Exercise details — Set down the line that contains "middle tip: (1054, 784)" and every line after it to the end of the entries, exactly as they stand and nothing more.

Recorded information —
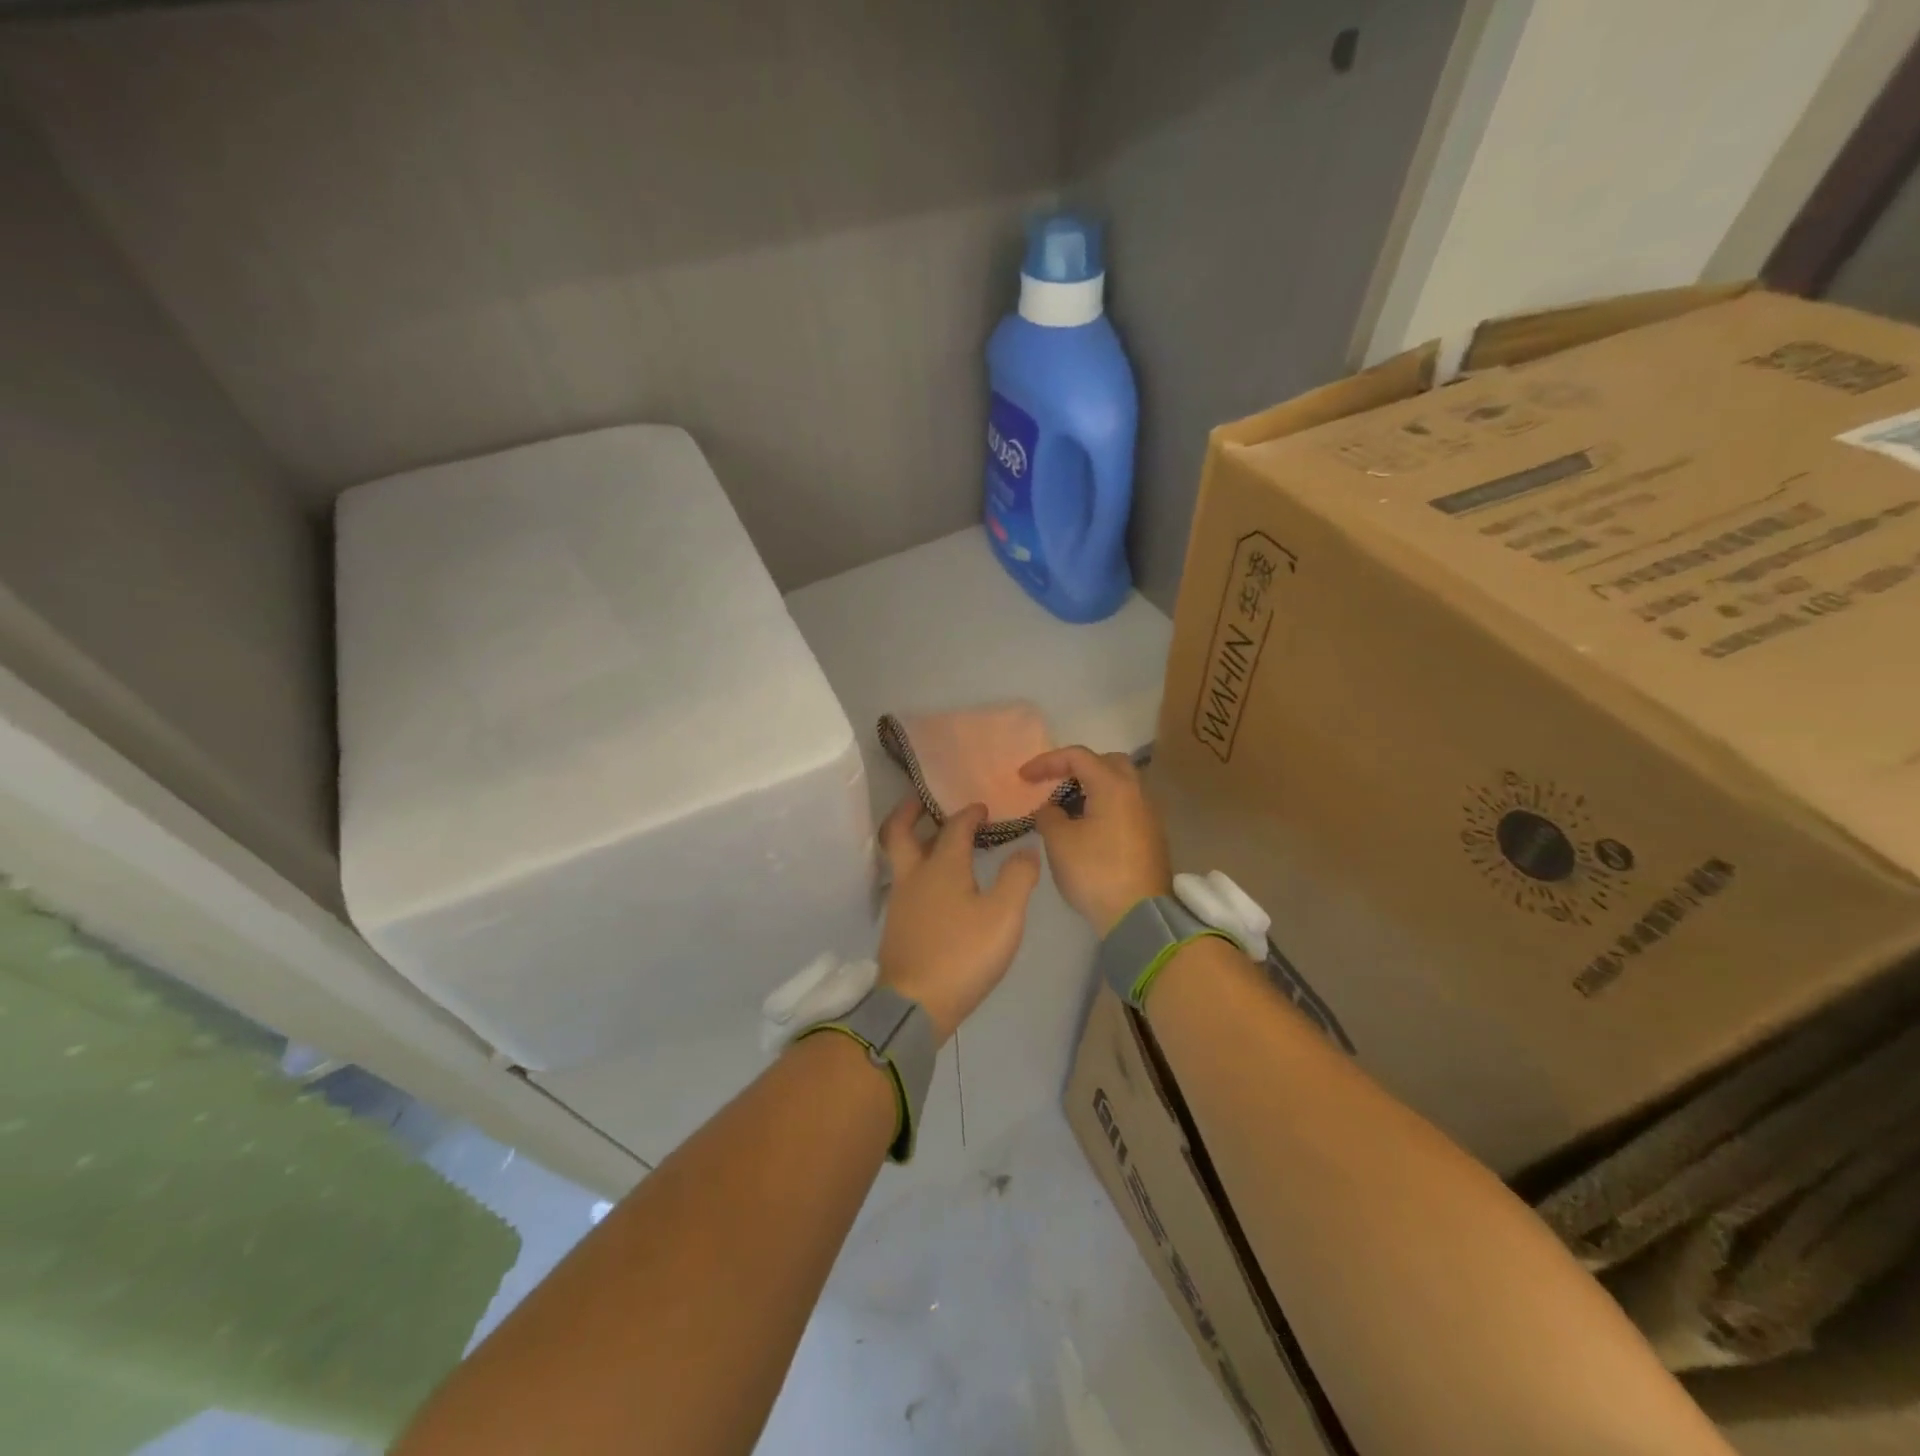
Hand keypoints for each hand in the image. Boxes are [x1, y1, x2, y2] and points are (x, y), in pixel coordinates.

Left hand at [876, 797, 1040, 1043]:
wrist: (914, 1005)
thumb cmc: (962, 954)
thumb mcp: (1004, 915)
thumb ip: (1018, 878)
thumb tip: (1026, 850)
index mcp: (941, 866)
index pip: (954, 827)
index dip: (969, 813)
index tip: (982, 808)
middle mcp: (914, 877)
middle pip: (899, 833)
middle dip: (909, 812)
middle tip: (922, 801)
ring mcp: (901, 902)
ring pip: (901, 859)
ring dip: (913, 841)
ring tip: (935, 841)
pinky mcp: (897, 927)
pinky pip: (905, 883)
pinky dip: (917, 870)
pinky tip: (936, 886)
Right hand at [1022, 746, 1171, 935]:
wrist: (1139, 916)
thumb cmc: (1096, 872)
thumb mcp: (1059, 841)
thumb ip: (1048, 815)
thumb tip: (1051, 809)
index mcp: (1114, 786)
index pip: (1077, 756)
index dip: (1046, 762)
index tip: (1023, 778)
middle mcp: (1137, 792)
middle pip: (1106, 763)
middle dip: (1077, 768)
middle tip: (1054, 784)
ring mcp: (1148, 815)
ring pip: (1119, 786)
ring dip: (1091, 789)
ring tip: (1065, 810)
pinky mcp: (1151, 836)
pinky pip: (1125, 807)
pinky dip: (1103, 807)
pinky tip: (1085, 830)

Finished exercise —
middle tip: (1054, 784)
ring mcp: (1148, 815)
ring pip: (1119, 786)
ring dip: (1091, 789)
ring tip: (1065, 810)
pinky mcp: (1151, 836)
pinky pip: (1125, 807)
pinky dip: (1103, 807)
pinky tip: (1085, 830)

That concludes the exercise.